Improved Distribution Matching Distillation for Fast Image Synthesis

Abstract

Recent approaches have shown promises distilling expensive diffusion models into efficient one-step generators. Amongst them, Distribution Matching Distillation (DMD) produces one-step generators that match their teacher in distribution, i.e., the distillation process does not enforce a one-to-one correspondence with the sampling trajectories of their teachers. However, to ensure stable training in practice, DMD requires an additional regression loss computed using a large set of noise–image pairs, generated by the teacher with many steps of a deterministic sampler. This is not only computationally expensive for large-scale text-to-image synthesis, but it also limits the student’s quality, tying it too closely to the teacher’s original sampling paths. We introduce DMD2, a set of techniques that lift this limitation and improve DMD training.

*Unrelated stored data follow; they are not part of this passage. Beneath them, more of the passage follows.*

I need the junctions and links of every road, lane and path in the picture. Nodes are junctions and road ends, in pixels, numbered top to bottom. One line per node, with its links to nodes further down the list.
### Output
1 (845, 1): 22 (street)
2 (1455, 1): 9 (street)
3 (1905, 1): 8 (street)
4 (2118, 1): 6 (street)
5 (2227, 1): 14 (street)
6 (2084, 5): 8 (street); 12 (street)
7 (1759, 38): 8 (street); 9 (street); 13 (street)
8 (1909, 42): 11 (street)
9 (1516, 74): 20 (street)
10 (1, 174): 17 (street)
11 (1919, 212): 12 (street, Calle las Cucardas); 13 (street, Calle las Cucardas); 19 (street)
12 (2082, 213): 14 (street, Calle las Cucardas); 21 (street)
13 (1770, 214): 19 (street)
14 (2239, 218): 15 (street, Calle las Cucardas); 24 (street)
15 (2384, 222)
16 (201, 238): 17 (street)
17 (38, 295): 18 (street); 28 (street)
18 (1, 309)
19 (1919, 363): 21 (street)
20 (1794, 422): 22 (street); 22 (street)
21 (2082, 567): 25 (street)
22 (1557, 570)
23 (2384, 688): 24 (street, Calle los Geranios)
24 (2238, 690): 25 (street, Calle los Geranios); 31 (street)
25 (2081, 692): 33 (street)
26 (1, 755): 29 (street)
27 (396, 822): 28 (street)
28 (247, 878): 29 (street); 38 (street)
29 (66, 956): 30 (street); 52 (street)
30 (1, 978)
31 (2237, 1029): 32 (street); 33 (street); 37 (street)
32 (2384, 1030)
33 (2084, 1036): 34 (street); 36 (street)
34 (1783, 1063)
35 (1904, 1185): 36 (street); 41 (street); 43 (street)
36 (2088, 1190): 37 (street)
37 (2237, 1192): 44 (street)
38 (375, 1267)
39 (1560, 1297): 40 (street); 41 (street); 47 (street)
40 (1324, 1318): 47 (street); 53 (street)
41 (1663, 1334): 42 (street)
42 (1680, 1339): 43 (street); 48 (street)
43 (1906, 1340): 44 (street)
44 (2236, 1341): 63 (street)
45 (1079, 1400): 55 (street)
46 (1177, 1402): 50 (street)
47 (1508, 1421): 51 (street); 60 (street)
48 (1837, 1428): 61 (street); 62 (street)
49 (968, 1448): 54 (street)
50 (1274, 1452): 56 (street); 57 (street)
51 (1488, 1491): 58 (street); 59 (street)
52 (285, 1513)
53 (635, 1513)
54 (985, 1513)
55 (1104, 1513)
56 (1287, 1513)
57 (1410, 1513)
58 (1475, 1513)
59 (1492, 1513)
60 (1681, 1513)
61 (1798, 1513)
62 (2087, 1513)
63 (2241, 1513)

First, we eliminate the regression loss and the need for expensive dataset construction. We show that the resulting instability is due to the “fake” critic not estimating the distribution of generated samples with sufficient accuracy and propose a two time-scale update rule as a remedy. Second, we integrate a GAN loss into the distillation procedure, discriminating between generated samples and real images. This lets us train the student model on real data, thus mitigating the imperfect “real” score estimation from the teacher model, and thereby enhancing quality. Third, we introduce a new training procedure that enables multi-step sampling in the student, and addresses the training–inference input mismatch of previous work, by simulating inference-time generator samples during training. Taken together, our improvements set new benchmarks in one-step image generation, with FID scores of 1.28 on ImageNet-64×64 and 8.35 on zero-shot COCO 2014, surpassing the original teacher despite a 500 × reduction in inference cost. Further, we show our approach can generate megapixel images by distilling SDXL, demonstrating exceptional visual quality among few-step methods, and surpassing the teacher. We release our code and pretrained models.